Coated Bacterial Vaccine Platform Overcomes Weak Antigen Immunogenicity: A Functional Approach to GnRH-Based Immunocastration

Immunocastration, a non-surgical strategy based on active immunization against gonadotropin-releasing hormone (GnRH), effectively suppresses steroidogenesis and spermatogenesis. However, peptide vaccines targeting poorly immunogenic antigens such as GnRH often fail to elicit robust adaptive immune responses, requiring adjuvants or carrier proteins. Previously, we introduced Coated Bacterial Vaccines (CBVs), a platform that uses chemically inactivated Gram-positive bacteria to display recombinant antigens fused to the SlpA carboxy-terminal domain (dSLPA) on their surface. This system leverages natural pathogen-associated molecular patterns (PAMPs) to enhance immunogenicity without additional adjuvants. In this work, we extended the application of the CBVs platform to enhance the immune response against a poorly immunogenic GnRH-based peptide vaccine. GnRH-CBVs were formulated using inactivated Bacillus subtilis var. natto coated with a recombinant GnRH tandem-repeat–dSLPA fusion protein and administered to male BALB/c mice.
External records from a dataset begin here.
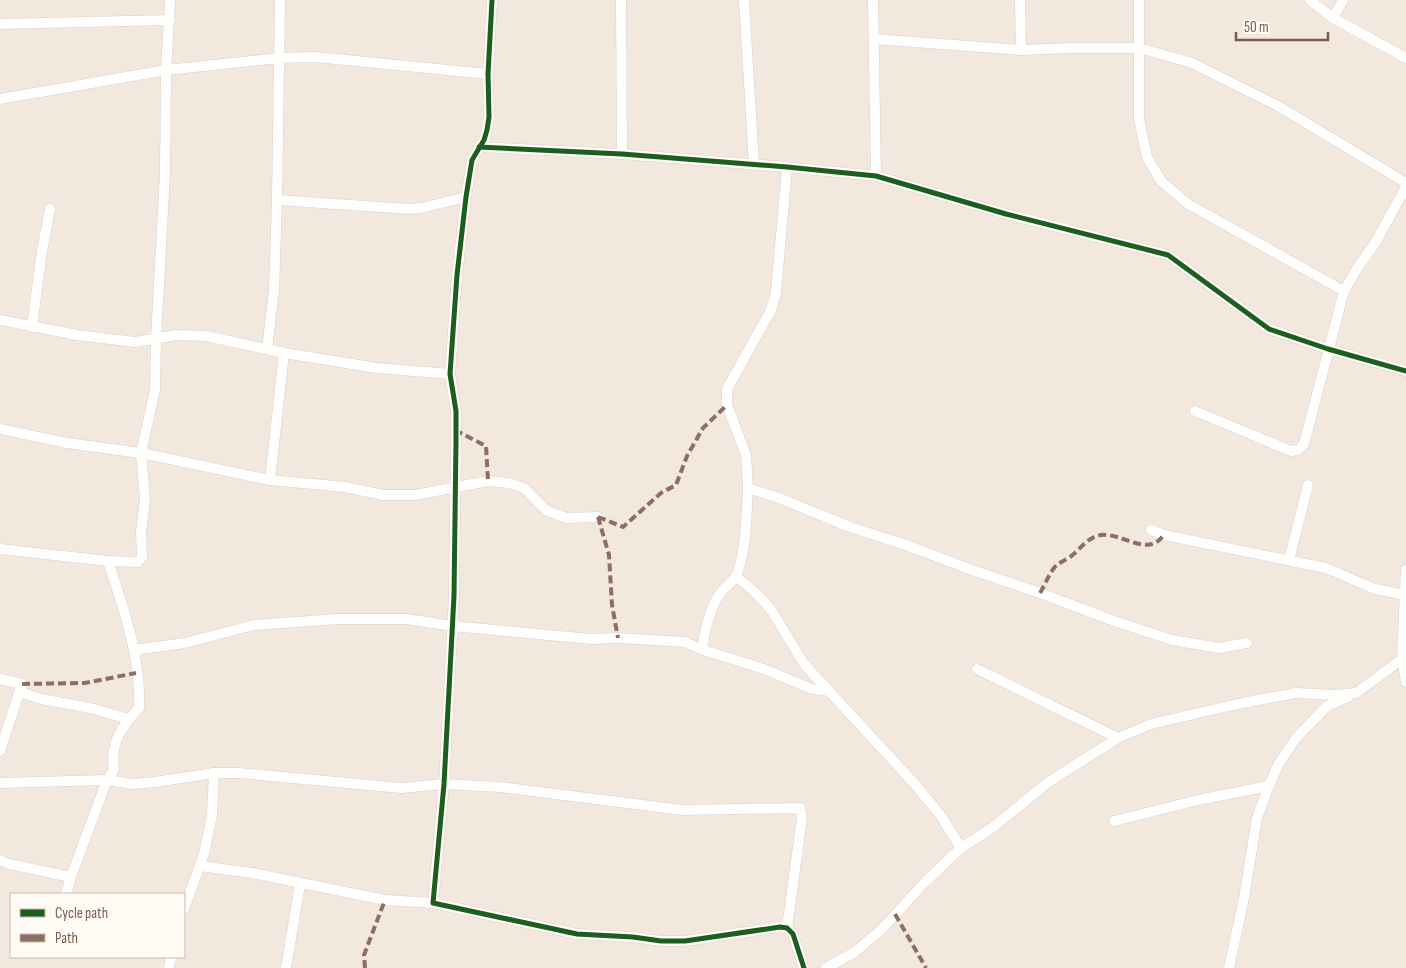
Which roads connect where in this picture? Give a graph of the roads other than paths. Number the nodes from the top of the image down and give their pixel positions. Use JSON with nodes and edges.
{"nodes":[{"id":1,"x":170,"y":0,"type":"edge"},
{"id":2,"x":280,"y":0,"type":"edge"},
{"id":3,"x":492,"y":0,"type":"edge"},
{"id":4,"x":621,"y":0,"type":"edge"},
{"id":5,"x":744,"y":0,"type":"edge"},
{"id":6,"x":873,"y":0,"type":"edge"},
{"id":7,"x":1020,"y":0,"type":"edge"},
{"id":8,"x":1139,"y":0,"type":"edge"},
{"id":9,"x":1310,"y":0,"type":"edge"},
{"id":10,"x":1343,"y":0,"type":"edge"},
{"id":11,"x":1334,"y":18,"type":"junction"},
{"id":12,"x":170,"y":20,"type":"junction"},
{"id":13,"x":0,"y":24,"type":"edge"},
{"id":14,"x":874,"y":39,"type":"junction"},
{"id":15,"x":1140,"y":48,"type":"junction"},
{"id":16,"x":1020,"y":50,"type":"junction"},
{"id":17,"x":279,"y":58,"type":"junction"},
{"id":18,"x":1406,"y":58,"type":"edge"},
{"id":19,"x":166,"y":70,"type":"junction"},
{"id":20,"x":488,"y":74,"type":"junction"},
{"id":21,"x":0,"y":99,"type":"edge"},
{"id":22,"x":479,"y":147,"type":"junction"},
{"id":23,"x":622,"y":154,"type":"junction"},
{"id":24,"x":754,"y":164,"type":"junction"},
{"id":25,"x":787,"y":167,"type":"junction"},
{"id":26,"x":876,"y":176,"type":"junction"},
{"id":27,"x":1406,"y":185,"type":"edge"},
{"id":28,"x":466,"y":197,"type":"junction"},
{"id":29,"x":277,"y":200,"type":"junction"},
{"id":30,"x":50,"y":208,"type":"dead end"},
{"id":31,"x":1344,"y":291,"type":"junction"},
{"id":32,"x":0,"y":320,"type":"edge"},
{"id":33,"x":32,"y":327,"type":"junction"},
{"id":34,"x":156,"y":339,"type":"junction"},
{"id":35,"x":267,"y":349,"type":"junction"},
{"id":36,"x":1328,"y":349,"type":"junction"},
{"id":37,"x":284,"y":353,"type":"junction"},
{"id":38,"x":1406,"y":371,"type":"edge"},
{"id":39,"x":450,"y":374,"type":"junction"},
{"id":40,"x":1195,"y":411,"type":"dead end"},
{"id":41,"x":0,"y":429,"type":"edge"},
{"id":42,"x":141,"y":453,"type":"junction"},
{"id":43,"x":270,"y":480,"type":"junction"},
{"id":44,"x":1308,"y":485,"type":"dead end"},
{"id":45,"x":456,"y":487,"type":"junction"},
{"id":46,"x":748,"y":488,"type":"junction"},
{"id":47,"x":598,"y":517,"type":"dead end"},
{"id":48,"x":1151,"y":530,"type":"dead end"},
{"id":49,"x":0,"y":549,"type":"edge"},
{"id":50,"x":1288,"y":560,"type":"junction"},
{"id":51,"x":108,"y":561,"type":"junction"},
{"id":52,"x":1406,"y":570,"type":"edge"},
{"id":53,"x":736,"y":576,"type":"junction"},
{"id":54,"x":1405,"y":595,"type":"edge"},
{"id":55,"x":452,"y":626,"type":"junction"},
{"id":56,"x":1247,"y":643,"type":"dead end"},
{"id":57,"x":134,"y":650,"type":"junction"},
{"id":58,"x":703,"y":650,"type":"junction"},
{"id":59,"x":1402,"y":659,"type":"junction"},
{"id":60,"x":978,"y":668,"type":"dead end"},
{"id":61,"x":0,"y":680,"type":"edge"},
{"id":62,"x":1406,"y":682,"type":"edge"},
{"id":63,"x":830,"y":691,"type":"junction"},
{"id":64,"x":20,"y":692,"type":"junction"},
{"id":65,"x":1356,"y":693,"type":"junction"},
{"id":66,"x":128,"y":719,"type":"junction"},
{"id":67,"x":1118,"y":738,"type":"junction"},
{"id":68,"x":0,"y":751,"type":"edge"},
{"id":69,"x":214,"y":773,"type":"junction"},
{"id":70,"x":107,"y":780,"type":"junction"},
{"id":71,"x":0,"y":784,"type":"edge"},
{"id":72,"x":444,"y":784,"type":"junction"},
{"id":73,"x":1269,"y":786,"type":"junction"},
{"id":74,"x":1114,"y":821,"type":"dead end"},
{"id":75,"x":961,"y":848,"type":"junction"},
{"id":76,"x":0,"y":860,"type":"edge"},
{"id":77,"x":200,"y":866,"type":"junction"},
{"id":78,"x":71,"y":877,"type":"junction"},
{"id":79,"x":300,"y":884,"type":"junction"},
{"id":80,"x":66,"y":893,"type":"edge"},
{"id":81,"x":432,"y":903,"type":"junction"},
{"id":82,"x":185,"y":906,"type":"edge"},
{"id":83,"x":788,"y":928,"type":"junction"},
{"id":84,"x":286,"y":968,"type":"edge"},
{"id":85,"x":804,"y":968,"type":"edge"},
{"id":86,"x":826,"y":968,"type":"edge"},
{"id":87,"x":1229,"y":968,"type":"edge"}],
"edges":[{"from":1,"to":12,"type":"street"},
{"from":2,"to":17,"type":"street"},
{"from":3,"to":20,"type":"street"},
{"from":4,"to":23,"type":"street"},
{"from":5,"to":24,"type":"street"},
{"from":6,"to":14,"type":"street"},
{"from":7,"to":16,"type":"street"},
{"from":8,"to":15,"type":"street"},
{"from":9,"to":11,"type":"street"},
{"from":10,"to":11,"type":"street"},
{"from":11,"to":18,"type":"street"},
{"from":12,"to":13,"type":"street"},
{"from":12,"to":19,"type":"street"},
{"from":14,"to":16,"type":"street"},
{"from":14,"to":26,"type":"street"},
{"from":15,"to":16,"type":"street"},
{"from":15,"to":27,"type":"street"},
{"from":15,"to":31,"type":"street"},
{"from":17,"to":19,"type":"street"},
{"from":17,"to":20,"type":"street"},
{"from":17,"to":29,"type":"street"},
{"from":19,"to":21,"type":"street"},
{"from":19,"to":34,"type":"street"},
{"from":20,"to":22,"type":"street"},
{"from":22,"to":23,"type":"street"},
{"from":22,"to":28,"type":"street"},
{"from":23,"to":24,"type":"street"},
{"from":24,"to":25,"type":"street"},
{"from":25,"to":26,"type":"street"},
{"from":25,"to":46,"type":"street"},
{"from":26,"to":36,"type":"street"},
{"from":27,"to":31,"type":"street"},
{"from":28,"to":29,"type":"street"},
{"from":28,"to":39,"type":"street"},
{"from":29,"to":35,"type":"street"},
{"from":30,"to":33,"type":"street"},
{"from":31,"to":36,"type":"street"},
{"from":32,"to":33,"type":"street"},
{"from":33,"to":34,"type":"street"},
{"from":34,"to":35,"type":"street"},
{"from":34,"to":42,"type":"street"},
{"from":35,"to":37,"type":"street"},
{"from":36,"to":38,"type":"street"},
{"from":36,"to":40,"type":"street"},
{"from":37,"to":39,"type":"street"},
{"from":37,"to":43,"type":"street"},
{"from":39,"to":45,"type":"street"},
{"from":41,"to":42,"type":"street"},
{"from":42,"to":43,"type":"street"},
{"from":42,"to":51,"type":"street"},
{"from":43,"to":45,"type":"street"},
{"from":44,"to":50,"type":"street"},
{"from":45,"to":47,"type":"street"},
{"from":45,"to":55,"type":"street"},
{"from":46,"to":53,"type":"street"},
{"from":46,"to":56,"type":"street"},
{"from":48,"to":50,"type":"street"},
{"from":49,"to":51,"type":"street"},
{"from":50,"to":54,"type":"street"},
{"from":51,"to":57,"type":"street"},
{"from":52,"to":54,"type":"street"},
{"from":53,"to":58,"type":"street"},
{"from":53,"to":63,"type":"street"},
{"from":54,"to":59,"type":"street"},
{"from":55,"to":57,"type":"street"},
{"from":55,"to":58,"type":"street"},
{"from":55,"to":72,"type":"street"},
{"from":57,"to":66,"type":"street"},
{"from":58,"to":63,"type":"street"},
{"from":59,"to":62,"type":"street"},
{"from":59,"to":65,"type":"street"},
{"from":60,"to":67,"type":"street"},
{"from":61,"to":64,"type":"street"},
{"from":63,"to":75,"type":"street"},
{"from":64,"to":66,"type":"street"},
{"from":64,"to":68,"type":"street"},
{"from":65,"to":67,"type":"street"},
{"from":65,"to":73,"type":"street"},
{"from":66,"to":70,"type":"street"},
{"from":67,"to":75,"type":"street"},
{"from":69,"to":70,"type":"street"},
{"from":69,"to":72,"type":"street"},
{"from":69,"to":77,"type":"street"},
{"from":70,"to":71,"type":"street"},
{"from":70,"to":78,"type":"street"},
{"from":72,"to":81,"type":"street"},
{"from":72,"to":83,"type":"street"},
{"from":73,"to":74,"type":"street"},
{"from":73,"to":87,"type":"street"},
{"from":75,"to":86,"type":"street"},
{"from":76,"to":78,"type":"street"},
{"from":77,"to":79,"type":"street"},
{"from":77,"to":82,"type":"street"},
{"from":78,"to":80,"type":"street"},
{"from":79,"to":81,"type":"street"},
{"from":79,"to":84,"type":"street"},
{"from":81,"to":83,"type":"street"},
{"from":83,"to":85,"type":"street"}]}
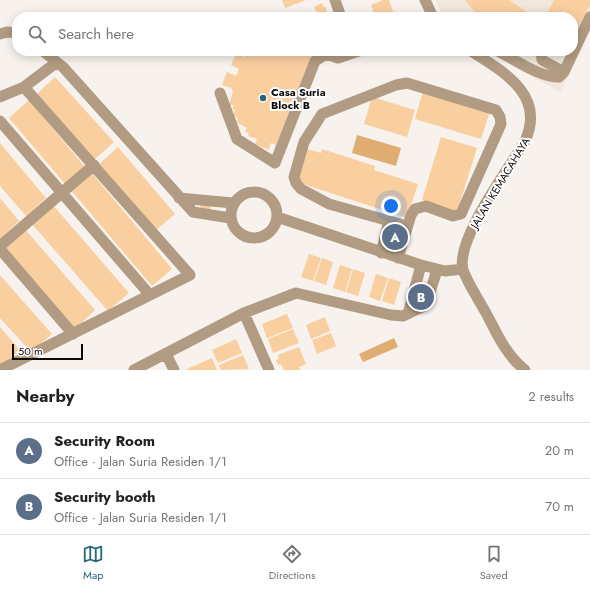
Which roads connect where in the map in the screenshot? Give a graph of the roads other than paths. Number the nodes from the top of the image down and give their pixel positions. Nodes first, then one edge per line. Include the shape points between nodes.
1 (335, 0) edge
2 (425, 0) edge
3 (339, 12) edge
4 (431, 12) edge
5 (590, 17) edge
6 (12, 33) edge
7 (0, 34) edge
8 (578, 39) edge
9 (49, 56) edge
10 (322, 56) edge
11 (334, 56) edge
12 (344, 56) edge
13 (479, 56) edge
14 (508, 56) edge
15 (542, 56) edge
16 (543, 56) edge
17 (571, 56) edge
18 (57, 62) junction
19 (537, 70) junction
20 (564, 72) junction
21 (24, 87) junction
22 (220, 93) dead end
23 (0, 97) edge
24 (0, 121) edge
25 (94, 165) junction
26 (62, 193) junction
27 (179, 198) junction
28 (233, 204) junction
29 (230, 218) junction
30 (277, 218) junction
31 (389, 221) junction
32 (407, 226) junction
33 (0, 246) edge
34 (0, 249) edge
35 (381, 253) junction
36 (398, 258) junction
37 (422, 265) junction
38 (463, 269) junction
39 (436, 270) junction
40 (150, 295) junction
41 (244, 314) junction
42 (408, 314) junction
43 (73, 334) junction
44 (166, 354) junction
45 (0, 370) edge
46 (134, 370) edge
47 (174, 370) edge
48 (269, 370) edge
49 (525, 370) edge

1 - 3 street
2 - 4 street
5 - 8 street
6 - 7 street
9 - 18 street
10 - 22 street via 316,61 275,163 237,139
11 - 12 street
13 - 38 street, JALAN KEMACAHAYA via 509,77 526,98 532,116 530,132 472,228 465,247
14 - 19 street
15 - 19 street
16 - 20 street
17 - 20 street
18 - 21 street
18 - 27 street
19 - 20 street via 552,77 559,77
21 - 23 street
21 - 25 street
24 - 26 street
25 - 26 street
25 - 40 street via 190,275
26 - 33 street
26 - 40 street
27 - 28 street
27 - 29 street via 193,212
28 - 29 street
28 - 30 street via 245,193 261,193 273,202
29 - 30 street via 237,232 250,238 265,236 271,231
30 - 35 street
31 - 32 street
31 - 32 street via 330,204 301,189 296,183 294,176 304,142 322,114 407,83 496,110 501,124 461,214 453,216 426,206 416,209
31 - 35 street
32 - 36 street
34 - 43 street
35 - 36 street
36 - 37 street
37 - 39 street
37 - 42 street
38 - 39 street
38 - 49 street via 504,346 513,360
39 - 42 street via 426,304
40 - 43 street
41 - 42 street via 296,293 391,316
41 - 44 street
41 - 48 street
43 - 45 street
44 - 46 street
44 - 47 street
A chitosan-adjuvanted GnRH-dSLPA formulation served as a positive control. GnRH-CBVs induced a strong Th2-biased humoral response, characterized by predominant IgG1 levels comparable to those achieved with chitosan. The resulting antibodies effectively neutralized endogenous GnRH, reducing steroidogenesis and spermatogenesis and inducing marked testicular histological alterations. These findings support CBVs as a promising strategy to enhance peptide vaccine immunogenicity for veterinary immunocastration.